### [Exercise prompt]
In the listing below, find each line that holds "جرير" and list it.
=== Section Start ===
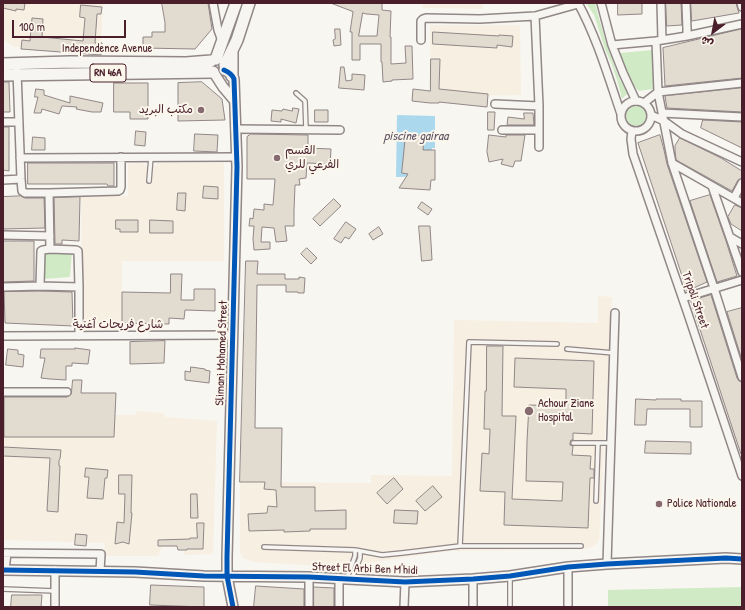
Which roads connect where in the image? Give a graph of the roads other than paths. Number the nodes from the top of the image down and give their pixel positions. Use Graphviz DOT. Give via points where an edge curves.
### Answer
graph roads {
  1 [pos="213,3"];
  2 [pos="236,3"];
  3 [pos="249,3"];
  4 [pos="578,3"];
  5 [pos="601,3"];
  6 [pos="661,3"];
  7 [pos="686,3"];
  8 [pos="741,3"];
  9 [pos="742,7"];
  10 [pos="535,16"];
  11 [pos="742,24"];
  12 [pos="687,36"];
  13 [pos="421,40"];
  14 [pos="222,41"];
  15 [pos="659,41"];
  16 [pos="612,44"];
  17 [pos="186,62"];
  18 [pos="3,64"];
  19 [pos="219,68"];
  20 [pos="17,69"];
  21 [pos="3,75"];
  22 [pos="742,83"];
  23 [pos="658,92"];
  24 [pos="296,93"];
  25 [pos="234,100"];
  26 [pos="636,101"];
  27 [pos="644,103"];
  28 [pos="495,104"];
  29 [pos="539,106"];
  30 [pos="621,114"];
  31 [pos="651,115"];
  32 [pos="663,117"];
  33 [pos="742,117"];
  34 [pos="3,122"];
  35 [pos="19,122"];
  36 [pos="235,129"];
  37 [pos="306,129"];
  38 [pos="340,130"];
  39 [pos="502,130"];
  40 [pos="539,130"];
  41 [pos="632,131"];
  42 [pos="539,146"];
  43 [pos="121,157"];
  44 [pos="151,157"];
  45 [pos="237,157"];
  46 [pos="20,158"];
  47 [pos="742,162"];
  48 [pos="672,163"];
  49 [pos="20,179"];
  50 [pos="3,180"];
  51 [pos="149,180"];
  52 [pos="742,183"];
  53 [pos="712,186"];
  54 [pos="49,193"];
  55 [pos="734,198"];
  56 [pos="742,203"];
  57 [pos="3,235"];
  58 [pos="50,236"];
  59 [pos="730,237"];
  60 [pos="742,244"];
  61 [pos="50,249"];
  62 [pos="742,272"];
  63 [pos="742,280"];
  64 [pos="3,286"];
  65 [pos="40,286"];
  66 [pos="80,286"];
  67 [pos="714,288"];
  68 [pos="683,298"];
  69 [pos="615,313"];
  70 [pos="233,334"];
  71 [pos="3,336"];
  72 [pos="79,336"];
  73 [pos="557,344"];
  74 [pos="568,350"];
  75 [pos="614,353"];
  76 [pos="742,377"];
  77 [pos="3,392"];
  78 [pos="67,392"];
  79 [pos="573,442"];
  80 [pos="598,443"];
  81 [pos="611,443"];
  82 [pos="742,476"];
  83 [pos="596,501"];
  84 [pos="460,546"];
  85 [pos="581,546"];
  86 [pos="264,547"];
  87 [pos="355,550"];
  88 [pos="360,551"];
  89 [pos="5,553"];
  90 [pos="742,553"];
  91 [pos="726,558"];
  92 [pos="742,559"];
  93 [pos="607,564"];
  94 [pos="568,567"];
  95 [pos="4,570"];
  96 [pos="55,570"];
  97 [pos="100,571"];
  98 [pos="227,576"];
  99 [pos="510,576"];
  100 [pos="309,577"];
  101 [pos="346,579"];
  102 [pos="473,580"];
  103 [pos="405,582"];
  104 [pos="3,589"];
  105 [pos="55,591"];
  106 [pos="54,607"];
  107 [pos="233,607"];
  108 [pos="309,607"];
  109 [pos="339,607"];
  110 [pos="404,607"];
  111 [pos="473,607"];
  112 [pos="510,607"];
  113 [pos="568,607"];
  1 -- 14 [label="street"];
  2 -- 14 [label="main road"];
  3 -- 19 [label="main road" via="237,40"];
  4 -- 10 [label="street"];
  4 -- 30 [label="street" via="588,22"];
  5 -- 16 [label="street"];
  6 -- 15 [label="street"];
  7 -- 12 [label="street"];
  8 -- 9 [label="street"];
  10 -- 13 [label="street" via="426,18 421,21"];
  10 -- 29 [label="street"];
  11 -- 12 [label="street"];
  12 -- 15 [label="street"];
  14 -- 17 [label="main road" via="206,55"];
  14 -- 19 [label="main road"];
  15 -- 16 [label="street"];
  15 -- 23 [label="street"];
  16 -- 26 [label="street"];
  17 -- 19 [label="main road, Independence Avenue / RN 46A"];
  17 -- 20 [label="main road, Independence Avenue / RN 46A" via="70,62"];
  18 -- 20 [label="main road, Independence Avenue / RN 46A"];
  19 -- 20 [label="main road, Independence Avenue / RN 46A"];
  19 -- 25 [label="street" via="223,87"];
  19 -- 25 [label="street, Slimani Mohamed Street" via="235,85"];
  20 -- 21 [label="main road, Independence Avenue / RN 46A"];
  20 -- 35 [label="street"];
  22 -- 23 [label="street"];
  23 -- 27 [label="street"];
  23 -- 32 [label="street"];
  24 -- 37 [label="lane" via="305,101"];
  25 -- 36 [label="street, Slimani Mohamed Street"];
  26 -- 27 [label="street"];
  26 -- 30 [label="street" via="629,102"];
  27 -- 31 [label="street"];
  28 -- 29 [label="street"];
  29 -- 40 [label="street"];
  30 -- 41 [label="street" via="621,121"];
  31 -- 32 [label="street"];
  31 -- 41 [label="street" via="646,127"];
  32 -- 33 [label="street"];
  32 -- 47 [label="street" via="682,134"];
  32 -- 48 [label="street"];
  34 -- 35 [label="street"];
  35 -- 46 [label="street"];
  36 -- 37 [label="street"];
  36 -- 45 [label="street, Slimani Mohamed Street"];
  37 -- 38 [label="street"];
  39 -- 40 [label="street"];
  40 -- 42 [label="street"];
  41 -- 68 [label="street, Tripoli Street" via="633,154"];
  43 -- 44 [label="street"];
  43 -- 46 [label="street"];
  43 -- 54 [label="street" via="121,187 118,191"];
  44 -- 45 [label="street"];
  44 -- 51 [label="lane"];
  45 -- 70 [label="street, Slimani Mohamed Street"];
  46 -- 49 [label="street"];
  48 -- 53 [label="street"];
  48 -- 67 [label="street"];
  49 -- 50 [label="street"];
  49 -- 54 [label="street" via="22,191 25,193"];
  52 -- 55 [label="street"];
  53 -- 55 [label="street"];
  53 -- 59 [label="street"];
  54 -- 58 [label="street"];
  55 -- 56 [label="street"];
  57 -- 58 [label="street"];
  58 -- 61 [label="street"];
  59 -- 60 [label="street"];
  59 -- 62 [label="street"];
  61 -- 65 [label="street" via="42,250"];
  61 -- 66 [label="street" via="78,251"];
  63 -- 67 [label="street"];
  64 -- 65 [label="street"];
  65 -- 66 [label="street"];
  66 -- 72 [label="street"];
  67 -- 68 [label="street"];
  67 -- 76 [label="street"];
  68 -- 82 [label="street, Tripoli Street"];
  69 -- 75 [label="street"];
  70 -- 72 [label="street, شارع فريحات ٱغنية"];
  70 -- 98 [label="street, Slimani Mohamed Street"];
  71 -- 72 [label="street, شارع فريحات ٱغنية"];
  73 -- 84 [label="lane" via="469,342"];
  74 -- 75 [label="lane"];
  75 -- 81 [label="street"];
  77 -- 78 [label="street"];
  79 -- 80 [label="lane"];
  80 -- 81 [label="lane"];
  80 -- 83 [label="lane"];
  81 -- 93 [label="street"];
  84 -- 85 [label="lane"];
  84 -- 88 [label="lane" via="382,555"];
  86 -- 87 [label="lane"];
  87 -- 88 [label="lane"];
  87 -- 101 [label="lane"];
  88 -- 101 [label="lane" via="360,558"];
  89 -- 95 [label="street"];
  89 -- 97 [label="street" via="101,554"];
  90 -- 91 [label="street, Street El Arbi Ben M'hidi"];
  91 -- 92 [label="street, Street El Arbi Ben M'hidi"];
  91 -- 93 [label="street, Street El Arbi Ben M'hidi"];
  93 -- 94 [label="street, Street El Arbi Ben M'hidi"];
  94 -- 99 [label="street, Street El Arbi Ben M'hidi"];
  94 -- 113 [label="street"];
  95 -- 96 [label="street, Street El Arbi Ben M'hidi"];
  96 -- 97 [label="street, Street El Arbi Ben M'hidi"];
  96 -- 105 [label="street"];
  97 -- 98 [label="street, Street El Arbi Ben M'hidi"];
  98 -- 100 [label="street, Street El Arbi Ben M'hidi"];
  98 -- 107 [label="street, Slimani Mohamed Street"];
  99 -- 102 [label="street, Street El Arbi Ben M'hidi"];
  99 -- 112 [label="lane"];
  100 -- 101 [label="street, Street El Arbi Ben M'hidi"];
  100 -- 108 [label="street"];
  101 -- 103 [label="street, Street El Arbi Ben M'hidi"];
  101 -- 109 [label="street"];
  102 -- 103 [label="street, Street El Arbi Ben M'hidi"];
  102 -- 111 [label="street"];
  103 -- 110 [label="street"];
  104 -- 105 [label="lane"];
  105 -- 106 [label="street"];
}
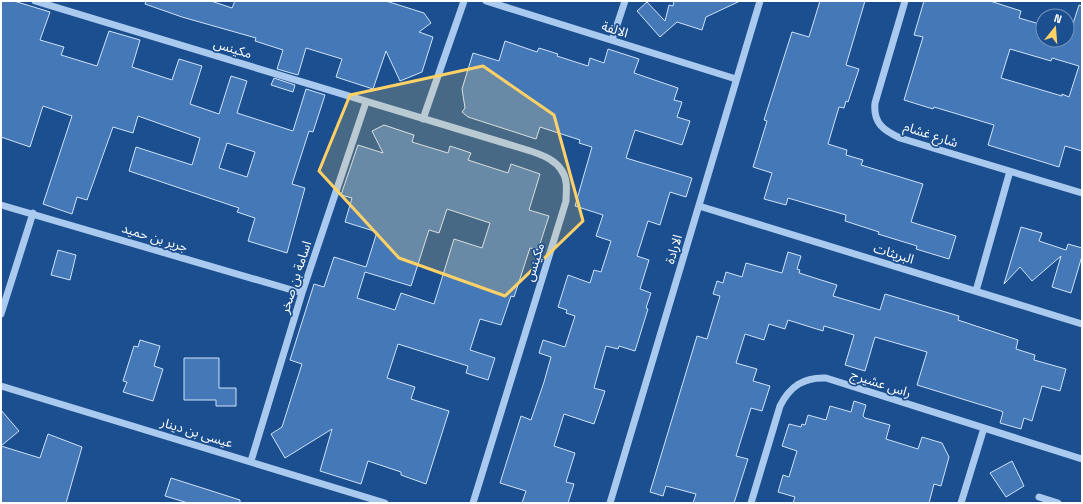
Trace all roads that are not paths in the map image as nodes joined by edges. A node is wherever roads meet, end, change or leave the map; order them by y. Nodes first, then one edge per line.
1 (35, 1) edge
2 (464, 1) edge
3 (486, 1) edge
4 (625, 1) edge
5 (760, 1) edge
6 (905, 1) edge
7 (612, 40) junction
8 (736, 79) junction
9 (366, 102) junction
10 (423, 119) junction
11 (1010, 171) junction
12 (1082, 193) edge
13 (1, 205) edge
14 (698, 206) junction
15 (33, 213) junction
16 (976, 291) junction
17 (302, 293) junction
18 (1, 314) edge
19 (1082, 324) edge
20 (1, 386) edge
21 (984, 428) junction
22 (1082, 459) edge
23 (251, 461) junction
24 (1039, 497) dead end
25 (385, 503) edge
26 (472, 503) edge
27 (610, 503) edge
28 (751, 503) edge
29 (961, 503) edge
30 (1058, 503) edge

1 - 9 street, مكينس
2 - 10 street
3 - 7 street, الالفة
4 - 7 street
5 - 8 street, الارادة
6 - 11 street, شارع غشام
7 - 8 street, الالفة
8 - 14 street, الارادة
9 - 10 street, مكينس
9 - 17 street, اسامة بن صخر
10 - 26 street, مكينس
11 - 12 street, شارع غشام
11 - 16 street
13 - 15 street, جرير بن حميد
14 - 16 street, البريثات
14 - 27 street, الارادة
15 - 17 street, جرير بن حميد
15 - 18 street
16 - 19 street, البريثات
17 - 23 street, اسامة بن صخر
20 - 23 street, عيسى بن دينار
21 - 22 street, راس عشيرج
21 - 28 street, راس عشيرج
21 - 29 street
23 - 25 street, عيسى بن دينار
24 - 30 street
=== Section End ===
### [Solution to the exercise]
13 - 15 street, جرير بن حميد
15 - 17 street, جرير بن حميد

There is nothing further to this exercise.